Section 55 of The Transfer of Property Act, 1882 Rights and liabilities of buyer and seller.— In the absence of a contract to the contrary, the buyer and the seller of immoveable property respectively are subject to the liabilities, and have the rights, mentioned in the rules next following, or such of them as are applicable to the property sold:— (1)The seller is bound— a) to disclose to the buyer any material defect in the property or in the seller’s title thereto of which the seller is, and the buyer is not, aware, and which the buyer could not with ordinary care discover; b) to produce to the buyer on his request for examination all documents of title relating to the property which are in the seller’s possession or power; c) to answer to the best of his information all relevant questions put to him by the buyer in respect to the property or the title thereto; d) on payment or tender of the amount due in respect of the price, to execute a proper conveyance of the property when the buyer tenders it to him for execution at a proper time and place; e) between the date of the contract of sale and the delivery of the property, to take as much care of the property and all documents of title relating thereto which are in his possession as an owner of ordinary prudence would take of such property and documents; f) to give, on being so required, the buyer, or such person as he directs, such possession of the property as its nature admits; g) to pay all public charges and rent accrued due in respect of the property up to the date of the sale, the interest on all encumbrances on such property due on such date, and, except where the property is sold subject to encumbrances, to discharge all encumbrances on the property then existing. (2)The seller shall be deemed to contract with the buyer that the interest which the seller professes to transfer to the buyer subsists and that he has power to transfer the same: Provided that, where the sale is made by a person in a fiduciary character, he shall be deemed to contract with the buyer that the seller has done no act whereby the property is encumbered or whereby he is hindered from transferring it.
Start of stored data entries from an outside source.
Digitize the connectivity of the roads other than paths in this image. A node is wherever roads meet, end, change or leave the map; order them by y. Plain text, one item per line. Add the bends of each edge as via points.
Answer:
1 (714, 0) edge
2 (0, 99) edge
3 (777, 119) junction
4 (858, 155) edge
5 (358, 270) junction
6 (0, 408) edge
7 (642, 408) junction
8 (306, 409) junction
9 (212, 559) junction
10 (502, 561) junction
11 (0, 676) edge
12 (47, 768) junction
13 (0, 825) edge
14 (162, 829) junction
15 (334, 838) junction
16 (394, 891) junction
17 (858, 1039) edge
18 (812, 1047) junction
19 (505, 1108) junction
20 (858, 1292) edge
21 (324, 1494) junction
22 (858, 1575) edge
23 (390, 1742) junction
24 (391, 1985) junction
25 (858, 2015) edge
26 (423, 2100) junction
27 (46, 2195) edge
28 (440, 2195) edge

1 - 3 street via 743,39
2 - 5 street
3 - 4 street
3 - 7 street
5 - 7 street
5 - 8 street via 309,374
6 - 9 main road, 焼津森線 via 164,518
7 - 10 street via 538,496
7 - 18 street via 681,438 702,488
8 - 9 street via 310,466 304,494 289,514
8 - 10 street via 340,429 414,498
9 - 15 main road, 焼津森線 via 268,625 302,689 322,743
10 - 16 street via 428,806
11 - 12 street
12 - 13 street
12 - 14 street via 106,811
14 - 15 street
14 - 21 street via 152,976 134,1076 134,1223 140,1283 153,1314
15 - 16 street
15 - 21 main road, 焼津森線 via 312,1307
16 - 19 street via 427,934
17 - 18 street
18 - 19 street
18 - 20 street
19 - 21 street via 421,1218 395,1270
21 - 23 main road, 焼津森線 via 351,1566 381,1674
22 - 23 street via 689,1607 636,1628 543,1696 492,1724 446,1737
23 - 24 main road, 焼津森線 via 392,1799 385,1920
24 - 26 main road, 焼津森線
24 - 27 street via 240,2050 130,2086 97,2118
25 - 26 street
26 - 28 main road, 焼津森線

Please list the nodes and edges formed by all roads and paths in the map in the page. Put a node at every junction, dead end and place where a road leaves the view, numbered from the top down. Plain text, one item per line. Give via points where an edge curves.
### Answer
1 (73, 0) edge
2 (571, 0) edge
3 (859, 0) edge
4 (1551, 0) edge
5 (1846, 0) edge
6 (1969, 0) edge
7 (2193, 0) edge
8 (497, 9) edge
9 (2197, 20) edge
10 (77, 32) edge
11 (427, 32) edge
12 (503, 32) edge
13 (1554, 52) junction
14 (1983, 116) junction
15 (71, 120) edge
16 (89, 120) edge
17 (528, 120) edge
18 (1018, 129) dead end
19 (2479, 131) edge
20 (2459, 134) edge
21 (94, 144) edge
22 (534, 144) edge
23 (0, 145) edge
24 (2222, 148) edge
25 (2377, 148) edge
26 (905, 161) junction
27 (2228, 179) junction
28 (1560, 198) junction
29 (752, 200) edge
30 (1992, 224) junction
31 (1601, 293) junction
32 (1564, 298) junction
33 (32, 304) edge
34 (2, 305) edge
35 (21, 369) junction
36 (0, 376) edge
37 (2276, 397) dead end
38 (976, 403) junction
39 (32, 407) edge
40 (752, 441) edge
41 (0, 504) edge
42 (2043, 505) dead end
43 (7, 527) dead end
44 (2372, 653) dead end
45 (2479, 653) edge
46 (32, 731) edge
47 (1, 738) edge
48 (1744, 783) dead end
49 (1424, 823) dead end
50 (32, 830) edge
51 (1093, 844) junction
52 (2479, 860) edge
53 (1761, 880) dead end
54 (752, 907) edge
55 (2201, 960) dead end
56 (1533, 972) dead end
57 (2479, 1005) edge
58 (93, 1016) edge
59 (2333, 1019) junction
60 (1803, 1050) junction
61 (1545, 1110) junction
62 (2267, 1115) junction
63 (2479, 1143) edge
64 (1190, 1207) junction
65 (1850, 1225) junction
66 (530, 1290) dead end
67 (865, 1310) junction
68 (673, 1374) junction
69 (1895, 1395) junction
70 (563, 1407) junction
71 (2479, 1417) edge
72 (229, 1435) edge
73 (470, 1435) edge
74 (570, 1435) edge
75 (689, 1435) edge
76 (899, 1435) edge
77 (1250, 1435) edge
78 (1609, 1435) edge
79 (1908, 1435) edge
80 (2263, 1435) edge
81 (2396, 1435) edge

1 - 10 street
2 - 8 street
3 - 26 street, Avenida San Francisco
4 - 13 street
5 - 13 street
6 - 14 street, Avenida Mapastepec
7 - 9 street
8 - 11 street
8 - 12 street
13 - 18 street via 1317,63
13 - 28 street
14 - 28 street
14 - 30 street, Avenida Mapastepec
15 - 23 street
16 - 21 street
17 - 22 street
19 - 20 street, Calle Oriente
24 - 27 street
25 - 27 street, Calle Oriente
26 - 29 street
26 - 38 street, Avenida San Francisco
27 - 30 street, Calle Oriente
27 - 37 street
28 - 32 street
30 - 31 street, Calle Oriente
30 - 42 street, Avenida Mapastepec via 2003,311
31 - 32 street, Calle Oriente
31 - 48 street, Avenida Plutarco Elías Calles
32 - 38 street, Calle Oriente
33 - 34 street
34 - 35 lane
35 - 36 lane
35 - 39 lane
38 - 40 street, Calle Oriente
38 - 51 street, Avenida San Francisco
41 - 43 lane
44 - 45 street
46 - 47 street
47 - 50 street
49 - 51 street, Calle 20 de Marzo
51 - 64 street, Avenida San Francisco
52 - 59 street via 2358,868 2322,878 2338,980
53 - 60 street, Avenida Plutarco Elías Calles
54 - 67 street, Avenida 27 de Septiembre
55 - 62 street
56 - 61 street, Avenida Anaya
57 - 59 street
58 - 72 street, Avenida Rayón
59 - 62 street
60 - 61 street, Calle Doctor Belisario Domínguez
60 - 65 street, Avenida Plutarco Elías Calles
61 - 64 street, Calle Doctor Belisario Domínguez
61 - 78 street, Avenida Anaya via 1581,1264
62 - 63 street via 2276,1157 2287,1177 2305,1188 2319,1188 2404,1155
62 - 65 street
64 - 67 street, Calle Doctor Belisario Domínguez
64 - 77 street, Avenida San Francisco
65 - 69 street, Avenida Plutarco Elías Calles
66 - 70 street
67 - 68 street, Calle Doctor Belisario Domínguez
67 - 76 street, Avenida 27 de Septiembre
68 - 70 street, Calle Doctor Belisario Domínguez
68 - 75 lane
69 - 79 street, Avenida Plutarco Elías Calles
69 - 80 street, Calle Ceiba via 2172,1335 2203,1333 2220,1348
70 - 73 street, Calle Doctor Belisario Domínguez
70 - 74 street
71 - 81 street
The benefit of the contract mentioned in this rule shall be annexed to, and shall go with, the interest of the transferee as such, and may be enforced by every person in whom that interest is for the whole or any part thereof from time to time vested. (3)Where the whole of the purchase-money has been paid to the seller, he is also bound to deliver to the buyer all documents of title relating to the property which are in the seller’s possession or power: Provided that, (a) where the seller retains any part of the property comprised in such documents, he is entitled to retain them all, and, (b) where the whole of such property is sold to different buyers, the buye of the lot of greatest value is entitled to such documents. But in case (a) the seller, and in case (b) the buyer, of the lot of greatest value, is bound, upon every reasonable request by the buyer, or by any of the other buyers, as the case may be, and at the cost of the person making the request, to produce the said documents and furnish such true copies thereof or extracts therefrom as he may require; and in the meantime, the seller, or the buyer of the lot of greatest value, as the case may be, shall keep the said documents safe, uncancelled and undefaced, unless prevented from so doing by fire or other inevitable accident. (4)The seller is entitled— a) to the rents and profits of the property till the ownership thereof passes to the buyer; b) where the ownership of the property has passed to the buyer before payment of the whole of the purchase-money, to a charge upon the property in the hands of the buyer, any transferee without consideration or any transferee with notice of the non-payment, for the amount of the purchase-money, or any part thereof remaining unpaid, and for interest on such amount or part from the date on which possession has been delivered.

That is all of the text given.